I threw my phone on the bed, had a shower and then dressed up, purely to feel better.

I slipped my coat back on, wrapped a scarf around my neck and put the hat Jack had bought me on. Then went out and locked up. I’d left my bag. I just had my phone and purse in my pockets. I preferred not to carry a bag at night when I was walking alone. To be safer. I still had loads of Rick-like risk-averse habits.

My black-heeled boots clicked on the pavement as I walked along the path. Milly and Steve lived one stop along on the underground. I could walk it but at night I preferred to use the tube. The sound of my heels on the pavement echoed along the quiet street, dancing about the trees, which ran the length of it. My breath steamed in the air.

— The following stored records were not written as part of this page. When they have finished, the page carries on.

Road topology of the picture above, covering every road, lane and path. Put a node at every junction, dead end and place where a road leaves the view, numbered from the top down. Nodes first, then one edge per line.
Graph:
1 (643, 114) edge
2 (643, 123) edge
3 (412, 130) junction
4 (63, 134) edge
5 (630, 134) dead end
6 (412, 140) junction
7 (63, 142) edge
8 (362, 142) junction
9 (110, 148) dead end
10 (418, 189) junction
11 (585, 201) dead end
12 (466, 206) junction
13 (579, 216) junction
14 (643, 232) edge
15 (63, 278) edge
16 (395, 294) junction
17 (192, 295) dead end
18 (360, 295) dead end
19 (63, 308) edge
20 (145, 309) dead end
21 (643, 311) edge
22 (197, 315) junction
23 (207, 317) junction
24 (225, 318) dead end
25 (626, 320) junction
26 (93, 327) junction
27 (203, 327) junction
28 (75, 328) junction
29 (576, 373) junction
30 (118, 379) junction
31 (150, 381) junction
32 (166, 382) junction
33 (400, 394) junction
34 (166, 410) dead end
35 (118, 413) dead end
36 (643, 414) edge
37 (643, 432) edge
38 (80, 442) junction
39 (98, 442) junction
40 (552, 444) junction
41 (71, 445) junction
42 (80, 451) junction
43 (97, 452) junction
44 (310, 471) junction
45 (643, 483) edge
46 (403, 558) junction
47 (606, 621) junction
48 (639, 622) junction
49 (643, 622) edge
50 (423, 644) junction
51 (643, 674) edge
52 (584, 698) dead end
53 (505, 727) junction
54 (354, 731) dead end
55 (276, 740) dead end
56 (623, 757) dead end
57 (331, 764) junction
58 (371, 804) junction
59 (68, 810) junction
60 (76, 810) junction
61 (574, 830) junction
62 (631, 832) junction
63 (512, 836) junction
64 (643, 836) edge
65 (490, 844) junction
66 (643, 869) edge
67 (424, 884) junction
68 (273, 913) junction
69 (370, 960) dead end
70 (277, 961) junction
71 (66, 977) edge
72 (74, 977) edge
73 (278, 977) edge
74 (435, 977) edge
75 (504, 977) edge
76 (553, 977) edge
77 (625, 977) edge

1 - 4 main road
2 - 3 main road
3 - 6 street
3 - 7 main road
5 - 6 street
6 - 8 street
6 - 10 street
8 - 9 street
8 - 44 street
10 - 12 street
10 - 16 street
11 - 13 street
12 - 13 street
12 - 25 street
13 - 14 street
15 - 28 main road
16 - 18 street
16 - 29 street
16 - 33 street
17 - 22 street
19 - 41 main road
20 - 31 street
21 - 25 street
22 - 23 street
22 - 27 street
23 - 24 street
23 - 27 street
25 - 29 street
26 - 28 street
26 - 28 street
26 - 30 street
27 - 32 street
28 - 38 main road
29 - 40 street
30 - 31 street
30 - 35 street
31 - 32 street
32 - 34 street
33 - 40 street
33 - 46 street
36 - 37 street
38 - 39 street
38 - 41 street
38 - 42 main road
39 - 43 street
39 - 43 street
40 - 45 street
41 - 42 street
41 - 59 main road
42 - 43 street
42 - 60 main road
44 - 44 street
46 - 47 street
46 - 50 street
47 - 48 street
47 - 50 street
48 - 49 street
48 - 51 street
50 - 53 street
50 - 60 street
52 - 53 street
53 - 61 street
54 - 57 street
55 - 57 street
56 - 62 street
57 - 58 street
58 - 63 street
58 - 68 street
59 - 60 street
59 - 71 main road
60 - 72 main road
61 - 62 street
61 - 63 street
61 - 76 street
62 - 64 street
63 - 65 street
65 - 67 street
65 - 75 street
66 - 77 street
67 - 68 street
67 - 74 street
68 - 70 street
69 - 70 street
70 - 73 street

I heard a noise behind me and looked back. It sounded like someone else walking, but no one was there.

Maybe a cat or a fox had knocked something over.

When I got to the end of the road and turned the corner, I still had a feeling someone was there. I glanced back again. But the street looked empty.

My hands in my pockets, I carried on until I reached the tube station. But I kept looking over my shoulder as I rode the escalator down. I still had the sense that someone was following me. There were about ten people on the escalator; it could be any one of them – there was no one I recognised. But no one seemed to care what I was doing.

Maybe I was jittery because of the thing with the post.

I sat in the tube carriage looking around at everyone. No one was looking at me and yet I still had the sensation when I walked to Milly and Steve’s that someone was behind me.

When I left Milly’s I got Steve to run me home in the car and when I went to the railway station the next day to get to Mum and Dad’s I splashed out on a cab.